Perhaps only gin has a more dubious reputation than rum--although to earn it, gin had to beat out rum's association with slavery, pirates and the rough drink known as "kill devil" preferred by islanders of previous centuries.

Hell, even the name comes from "rumbullion," an archaic British slang term for the kind of wild ruckus that generally occurred after the second or third bottle of the spirit distilled from molasses or other cane by-products.

At least, that's one version of rum's etymology.

The amber or dark aged rums found in liquor stores these days are, like scotch, more reflective, sipping spirits than the demons of the past.

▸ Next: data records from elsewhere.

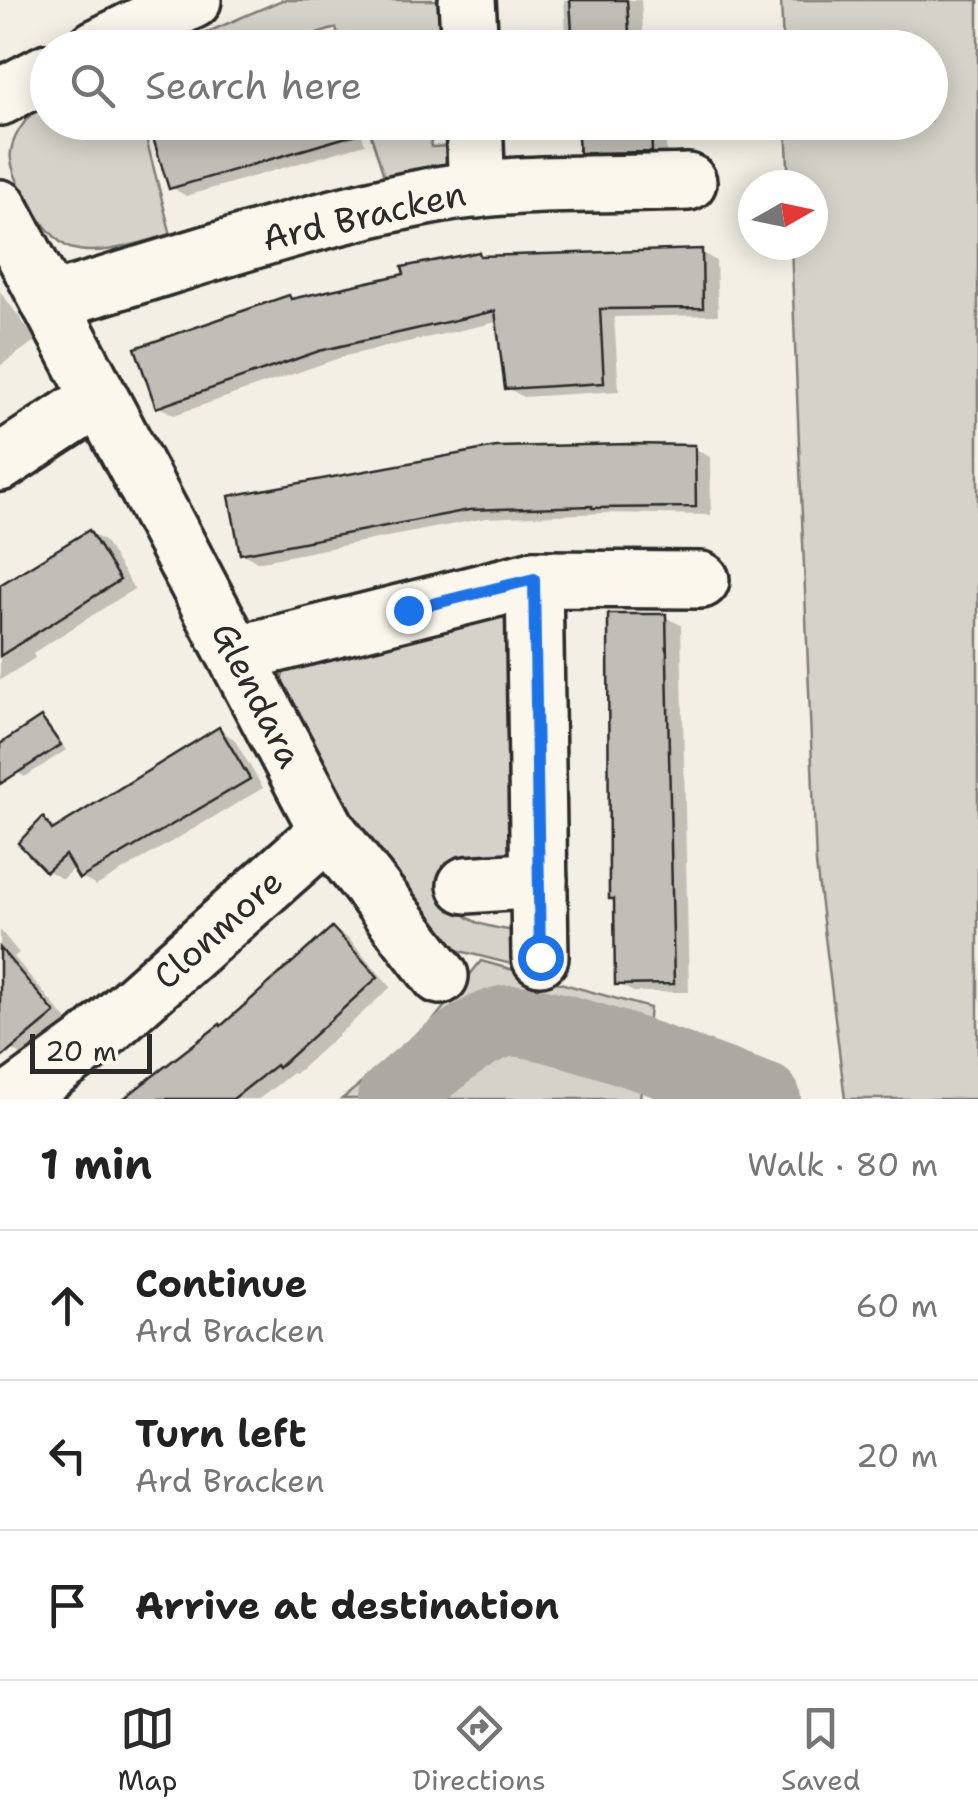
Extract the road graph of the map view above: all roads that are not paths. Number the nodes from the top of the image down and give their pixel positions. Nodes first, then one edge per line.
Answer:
1 (193, 0) edge
2 (467, 0) edge
3 (132, 30) edge
4 (469, 30) edge
5 (30, 81) edge
6 (0, 96) edge
7 (475, 140) edge
8 (688, 182) dead end
9 (477, 190) junction
10 (0, 208) edge
11 (49, 302) junction
12 (98, 399) junction
13 (0, 463) edge
14 (534, 579) junction
15 (701, 580) dead end
16 (237, 654) junction
17 (328, 832) junction
18 (539, 880) junction
19 (466, 884) dead end
20 (540, 957) dead end
21 (440, 976) dead end
22 (13, 1099) edge

1 - 3 street
2 - 4 street
5 - 6 street
7 - 9 street
8 - 9 street, Ard Bracken
9 - 11 street, Ard Bracken
10 - 11 street, Glendara
11 - 12 street, Glendara
12 - 13 street
12 - 16 street, Glendara
14 - 15 street
14 - 16 street
14 - 18 street
16 - 17 street, Glendara
17 - 21 street, Glendara
17 - 22 street, Clonmore
18 - 19 street
18 - 20 street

Many mature in barrels for eight or more years, developing refined and complex flavors. For comparison purposes...yeah, that sounds plausible, comparison purposes...I picked up bottles of Zaya Gran Reserva and Pyrat XO.

Although the latter is a product of the Patron tequila family, it has a solid reputation amongst rum connoisseurs. But I've never been hooked on the brand for some reason. The blend of Caribbean rums aged as much as 15 years draws a rich medium amber hue from the barrels. And certainly the flavors are interesting. Pyrat XO wraps a range of floral and spicy notes--fennel, lavender, cinnamon and pepper--inside a swirl of hard candy sweetness. On the nose, however, it can run toward the harsh side, with musty oak, dried fruit and something like sugary isopropyl alcohol.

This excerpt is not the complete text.